China Bank taking more aggressive stance

Ted P. Torres - The Philippine Star

MANILA, Philippines – After a modest 11-percent growth in its loan portfolio, China Banking Corp. will take a more aggressive stance this year, without losing grip at the quality lending norms it took last year.

“What’s important is we are growing faster in the right segments,” Ricardo Chua, China Bank president and chief executive officer, said in a press briefing.

Chua said strong growth is seen with the improving economy and increased harvest of deposits from expanding footprint, with additional branches targeted to hit 50 more by year-end.

“We expect to see continued solid growth, with deposits fueling loans,” he said.

Chua admitted, however, that challenges to the banking sector remain.

“Interest spread are thinning, the search continuous for talents to run the expanding business, the cost of expanding the branch network which in turn is causing a drag to the profitability of the bank, and the first year of the new administration will generate a wait-and-see attitude,” he said.

However, the economy in general is still moving in a growth trajectory, and banks must help fuel the growth.

Last year, lending grew 11 percent versus the system-wide loan-to-deposit ratio that rose 63 percent.
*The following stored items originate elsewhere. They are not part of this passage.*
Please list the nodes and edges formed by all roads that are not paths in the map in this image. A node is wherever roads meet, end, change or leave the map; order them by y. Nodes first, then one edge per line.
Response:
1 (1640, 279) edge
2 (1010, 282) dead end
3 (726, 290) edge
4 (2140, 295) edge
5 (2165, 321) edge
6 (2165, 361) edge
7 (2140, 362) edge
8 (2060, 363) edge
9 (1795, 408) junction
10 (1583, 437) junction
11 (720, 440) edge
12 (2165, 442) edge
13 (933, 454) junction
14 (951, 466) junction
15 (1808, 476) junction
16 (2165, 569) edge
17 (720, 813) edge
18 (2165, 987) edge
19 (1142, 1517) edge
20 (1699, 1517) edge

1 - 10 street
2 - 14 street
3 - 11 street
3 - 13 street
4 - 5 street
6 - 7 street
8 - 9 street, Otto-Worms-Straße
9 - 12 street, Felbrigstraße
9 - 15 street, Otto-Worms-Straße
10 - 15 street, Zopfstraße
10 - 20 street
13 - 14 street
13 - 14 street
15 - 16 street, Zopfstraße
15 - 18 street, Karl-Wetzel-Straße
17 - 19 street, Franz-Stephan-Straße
Purely CASA or low-cost deposits for China Bank expanded a hefty 45 percent.
But consumer lending expanded 23 percent, coming from the mortgage and auto segment.

On the savings side as reflected by subsidiary China Bank Savings, it was more balanced with 40 percent of total portfolio accounted for by the consumer, and the other 40 percent allocated to the small and medium enterprise segment.

The commercial bank targeted 50 new branches this year, with 10 already in operation in the first quarter alone. Majority will be deployed in cash-rich Metro Manila and progressive urban centers outside Metro Manila.

China Bank officials expect infrastructure spending to keep the banks busy for the next few years.

The National Economic and Development Authority reported that a total of 66 projects under the public-private partnership program await the new administration. Majority of the projects are focused on transportation, infrastructure and power.

Chua said growing the economy at a rate of over seven percent means constructing more roads, buildings, and other infrastructure as the major driver.

Plus a very young population with an average age of less than 20 years old means creating more educational institutions, creating more jobs, improved health care, investment opportunity, protection options, establishing more manufacturing and agricultural production areas.

“Lending for consumption and for the SME and middle-market should be soaring,” Chua said.

Meanwhile, demand for housing and office space will mean more lending for construction and for unit acquisition.

“Retailers growth around Metro Manila is huge, and for those who prefer to remain outside Metro Manila, infrastructure development should be strong in the immediate suburbs,” Chua added.